Op de zevenentwintigste adventsdag aanbeland en nog steeds geen kerstverhaal geschreven? Niet getreurd! Kanaän Courant zette voor u de vijf onmisbare elementen van een stichtelijk kerstverhaal op een rijtje.
1. Afleidende sneeuw
Elk goed kerstverhaal begint in de klas. De ogen van de hoofdpersoon, bij voorkeur tussen de 7 en 12 jaar oud, dwalen af naar buiten. En dat terwijl de juf vol passie vertelt over het naderende kinderkerstfeest. We vergeven het hem, omdat het sneeuwt.
2. Uitnodigende held
De hoofdpersoon knutselt met zijn/haar tong uit de mond aan de uitnodigingen voor het kinderkerstfeest. Er worden sterretjes toegevoegd en glitters gestrooid.

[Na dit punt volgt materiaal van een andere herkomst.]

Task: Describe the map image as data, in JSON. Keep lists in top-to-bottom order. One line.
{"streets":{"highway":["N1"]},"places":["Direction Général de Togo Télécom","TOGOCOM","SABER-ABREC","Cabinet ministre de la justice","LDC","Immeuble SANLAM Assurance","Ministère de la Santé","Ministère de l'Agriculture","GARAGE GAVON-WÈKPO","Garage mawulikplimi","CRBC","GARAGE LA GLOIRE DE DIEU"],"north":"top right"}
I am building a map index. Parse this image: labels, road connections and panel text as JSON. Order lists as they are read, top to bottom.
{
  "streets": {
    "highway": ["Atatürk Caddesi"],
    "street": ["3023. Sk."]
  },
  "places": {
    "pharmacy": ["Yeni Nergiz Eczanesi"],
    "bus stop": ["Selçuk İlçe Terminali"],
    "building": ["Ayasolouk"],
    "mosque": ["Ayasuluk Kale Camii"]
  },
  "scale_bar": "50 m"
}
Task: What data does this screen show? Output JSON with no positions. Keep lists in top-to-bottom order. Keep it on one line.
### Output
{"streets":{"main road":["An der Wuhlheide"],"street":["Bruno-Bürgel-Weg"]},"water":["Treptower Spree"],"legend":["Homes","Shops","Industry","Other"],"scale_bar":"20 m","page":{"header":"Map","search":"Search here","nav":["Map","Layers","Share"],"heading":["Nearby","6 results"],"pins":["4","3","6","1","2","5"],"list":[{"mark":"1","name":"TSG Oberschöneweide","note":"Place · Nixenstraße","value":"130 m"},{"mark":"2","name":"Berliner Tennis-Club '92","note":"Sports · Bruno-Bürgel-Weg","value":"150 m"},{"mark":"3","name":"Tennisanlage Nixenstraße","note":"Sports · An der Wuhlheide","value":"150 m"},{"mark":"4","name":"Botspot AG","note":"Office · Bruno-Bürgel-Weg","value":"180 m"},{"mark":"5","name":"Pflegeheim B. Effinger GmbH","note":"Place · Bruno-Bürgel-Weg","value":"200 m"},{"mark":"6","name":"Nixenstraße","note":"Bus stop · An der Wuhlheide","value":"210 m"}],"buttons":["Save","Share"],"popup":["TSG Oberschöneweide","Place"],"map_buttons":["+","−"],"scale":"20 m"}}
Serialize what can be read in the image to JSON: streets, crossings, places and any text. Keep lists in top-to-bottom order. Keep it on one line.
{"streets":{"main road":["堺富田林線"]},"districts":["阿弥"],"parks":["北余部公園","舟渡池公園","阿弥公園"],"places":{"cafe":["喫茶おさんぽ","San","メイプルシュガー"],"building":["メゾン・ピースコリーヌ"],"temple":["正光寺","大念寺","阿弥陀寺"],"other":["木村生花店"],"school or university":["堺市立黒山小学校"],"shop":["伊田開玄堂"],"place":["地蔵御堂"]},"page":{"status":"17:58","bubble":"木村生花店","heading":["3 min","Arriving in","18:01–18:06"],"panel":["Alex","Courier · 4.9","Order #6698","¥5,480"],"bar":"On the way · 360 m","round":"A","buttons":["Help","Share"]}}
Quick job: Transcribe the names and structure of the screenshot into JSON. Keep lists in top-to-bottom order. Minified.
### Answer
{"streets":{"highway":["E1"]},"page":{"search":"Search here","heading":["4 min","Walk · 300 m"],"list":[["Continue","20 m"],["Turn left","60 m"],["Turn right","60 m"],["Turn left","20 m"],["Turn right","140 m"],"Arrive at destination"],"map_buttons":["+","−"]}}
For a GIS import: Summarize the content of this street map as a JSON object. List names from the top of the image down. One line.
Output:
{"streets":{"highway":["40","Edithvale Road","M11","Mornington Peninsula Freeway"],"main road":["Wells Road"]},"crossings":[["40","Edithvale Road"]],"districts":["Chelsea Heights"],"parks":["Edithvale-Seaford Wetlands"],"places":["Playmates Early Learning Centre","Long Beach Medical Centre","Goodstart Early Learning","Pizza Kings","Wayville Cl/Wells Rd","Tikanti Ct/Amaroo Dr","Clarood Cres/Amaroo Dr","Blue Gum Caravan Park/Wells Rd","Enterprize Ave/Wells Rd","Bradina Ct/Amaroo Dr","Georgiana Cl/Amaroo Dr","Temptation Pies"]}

Hier ontmoeten wij de held van het verhaal. De jonge held gaat vol goede moed op weg om de uitnodigingen uit te delen.
3. Weigerende antiheld
In een pakkend epos kan naast een held een antiheld niet ontbreken. De antiheld is bijvoorbeeld een gothic tiener met een slotjesbeugel, genaamd Mitchell, Denise of Bradley, die de jonge held met uitnodigingen en al hoonlachend aan het struikelen brengt. De antiheld kan ook een atheïstische buurman of buurvrouw zijn. Als de jonge held stralend bij zijn buren aanbelt en de glinsterende enveloppen hoopvol aanreikt, wordt de deur hard in zijn kinderlijke gezichtje dichtgesmeten.
4. Verrassende wending
De held is verdrietig. Toch weet zijn moeder, terwijl ze sereen zingend zijn kapotte knieën schoonmaakt, hem ervan te overtuigen om naar het kinderkerstfeest te gaan. Maar wat ziet hij nu? Denise is er! Haar zwarte eyeliner en puntige spikes bleken een groot hart te verhullen. En ook de buurman kon ondanks zijn aanvankelijke afkeer de dringende nodiging in de verscheurde envelop niet negeren. Hoewel Denise en de buurman er anders uitzien dan de andere aanwezigen, worden ze toch warm welkom geheten. De stugge goth en de hardnekkige atheïst worden in de ziel getroffen door de kinderstemmetjes op het kinderkerstfeest. Wat een zegen!
5. Origineel slot
De held en de antiheld(en) zitten vredig samen in de met tekeningen versierde kerkbanken. Maar hoe gaat u nu een passend einde aan uw kerstverhaal breien? Simpel! U kijkt glimlachend de kerkzaal in en zegt: “… en toen was het pas echt kerstfeest.” Hierna kunt u gelijk doorlopen naar de chocolademelk.